Avec la crise du Covid-19 qui continue d’ailleurs de sévir, les entreprises ont été contraintes à adopter de nouvelles mesures dans le cadre du travail. Le but est de garantir la continuité de leur activité. Cette adaptation a des répercussions en matière de cybersécurité.

Le covid-19 : L’approche d’une crise majeure en vue

Avant que la crise du Covid-19 ne survienne, seulement 10% des activités ont pu connaitre des problèmes étant donné la cyberattaque se produisant souvent en entreprise. Les brèches de données et les ransomwares ont bien entendu toujours constitué des risques de cessation d’activité. Toujours est-il qu’avec l’avènement du Covid-19, les risques triplent. Les activités sont interrompues étant donné les pertes économiques causées par les ravages de la pandémie. D’ailleurs, cela peut encore expliquer les pertes en lien avec la cybercriminalité qui va se produire les mois suivants.

Une question se pose sur l’éventualité d’une catastrophe susceptible de se produire suite à la pandémie. Par catastrophe, les entreprises entendent bien évidemment parler d’accroissement des cyberattaques. D’après les analyses faites, il semblerait que le risque cyber dont il est question soit susceptible d’atteindre 10 milliards de dollars d’ici seulement 5 ans. 67% des interrogés pensent que ce sera également le cas dans une dizaine d’années. Pourtant, ils étaient presque 90% à penser pareillement avant la survenue de cette crise du covid-19.
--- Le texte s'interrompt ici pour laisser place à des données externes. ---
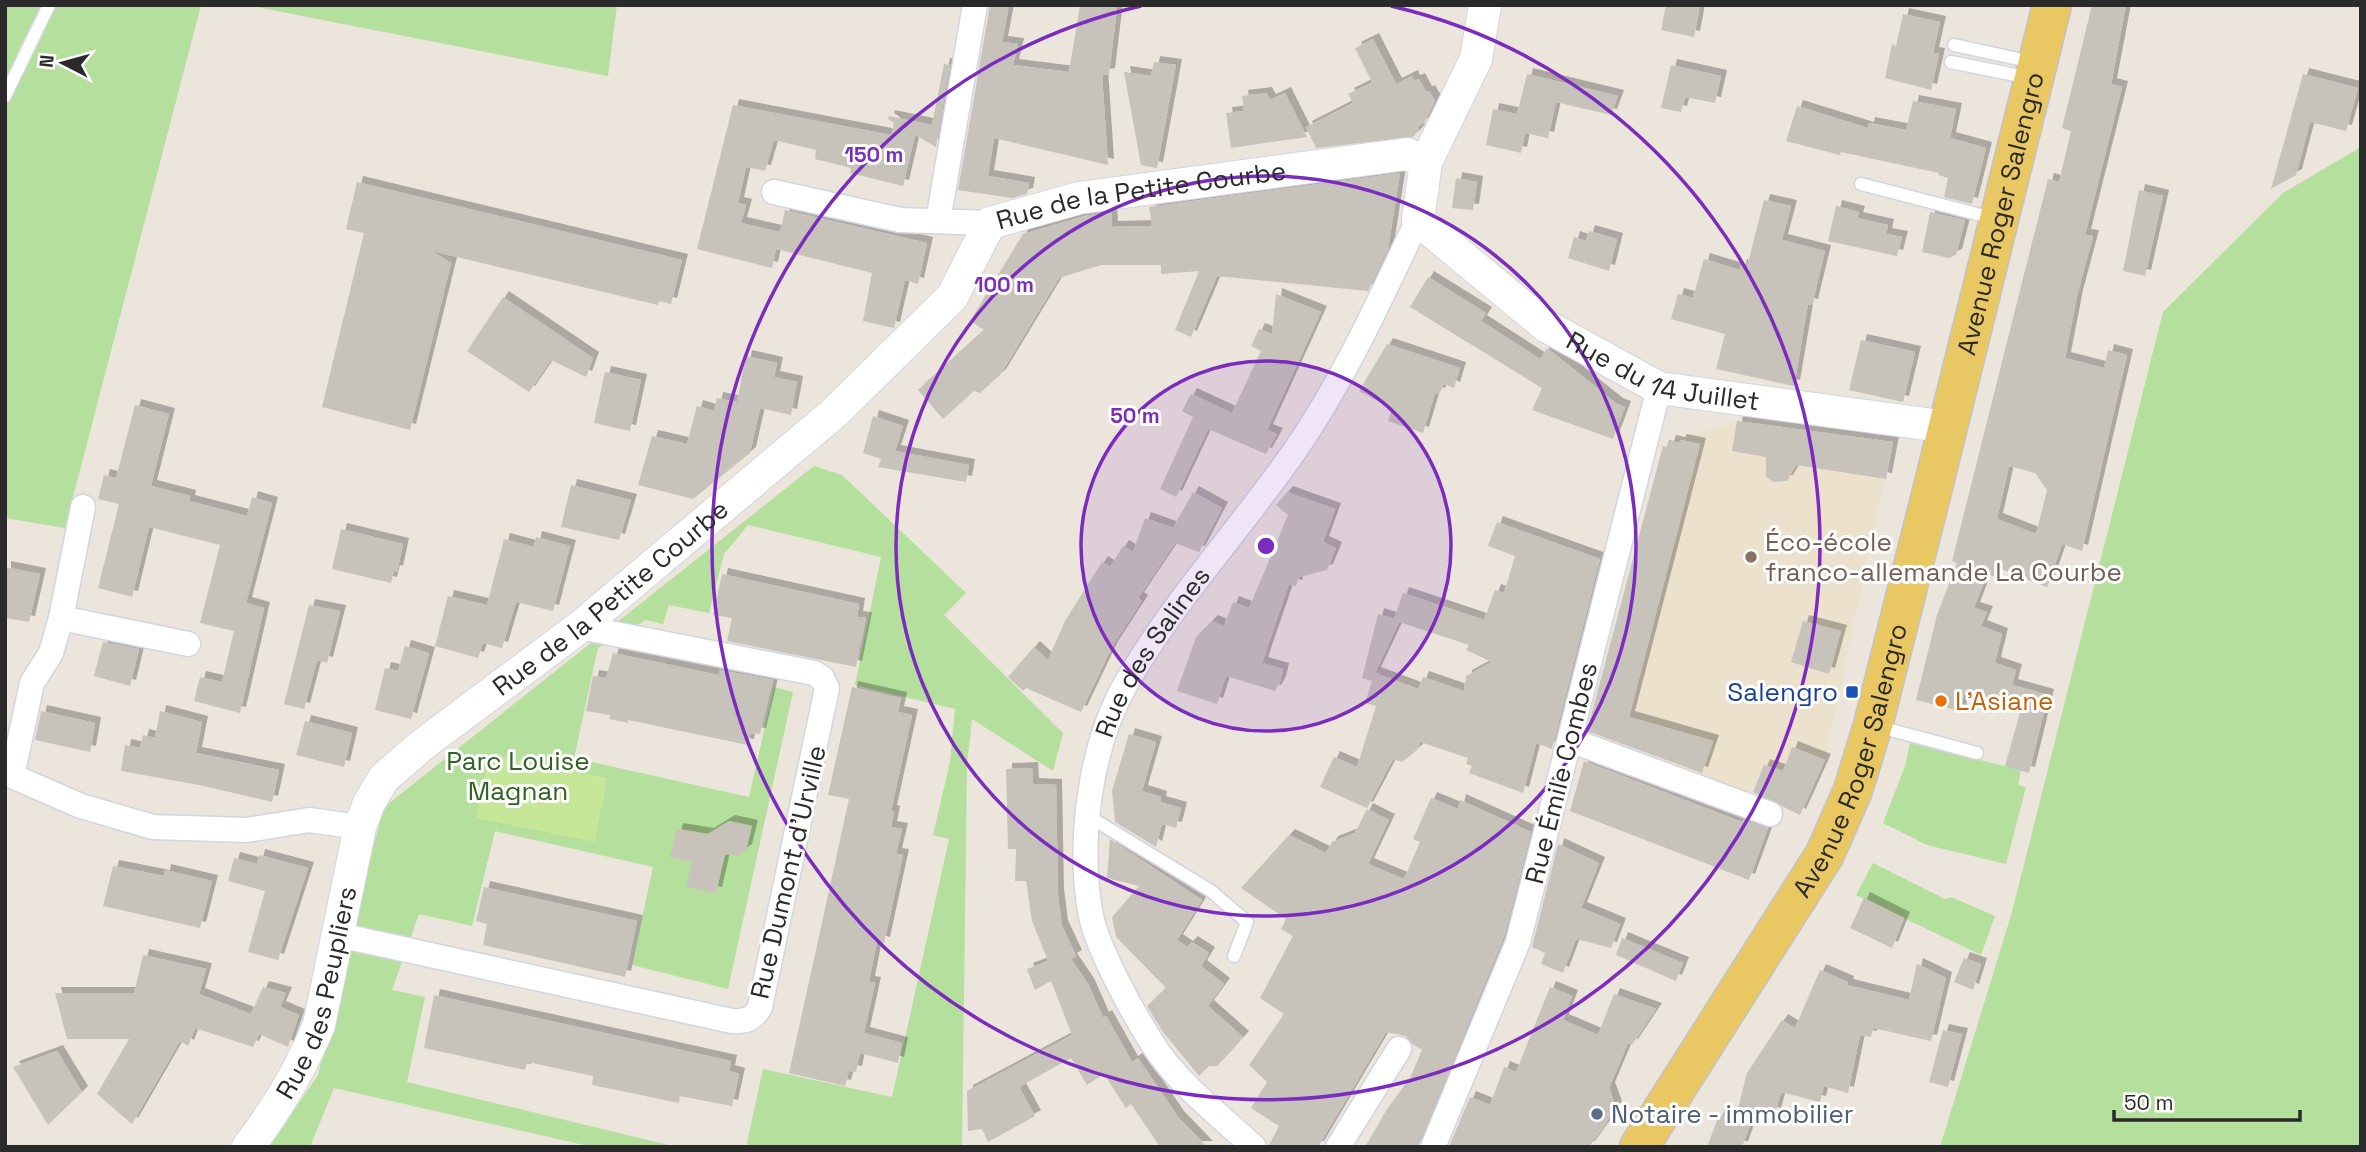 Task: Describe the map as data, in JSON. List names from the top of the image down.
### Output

D’ailleurs, 75% des personnes ayant fait l’objet d’une interrogation sont aussi certaines de l’accroissement des cyber-risques dans les mois qui suivent. Qui plus est, les prix de la couverture risquent également de connaître une augmentation.

Télétravail : terrain risqué, terrain fertile

Force est de constater que le télétravail constitue un terrain fertile pour les attaques dont il est question. Certes, les cybercriminels usent actuellement des machines personnelles appartenant aux salariés afin de se connecter au réseau en entreprise. Les ordinateurs des usagers sont des outils de travail qui ne sont pas équipés de logiciels efficients pour détecter les virus ou pour les bloquer.

A termes, les entreprises pourraient payer cette généralisation qui touche le télétravail et qui pourtant, ne tient pas compte des risques en lien avec la sécurité informatique. Les cyberattaques se montrent immédiatement et ne laissent pas le temps de réagir. Ainsi, il convient d’être bien préparé. Certes, les auteurs de ces attaques ont aussi besoin de temps pour exploiter les données et pour détruire les sauvegardes de l’entreprise, mais l’anticipation vaut toujours mieux.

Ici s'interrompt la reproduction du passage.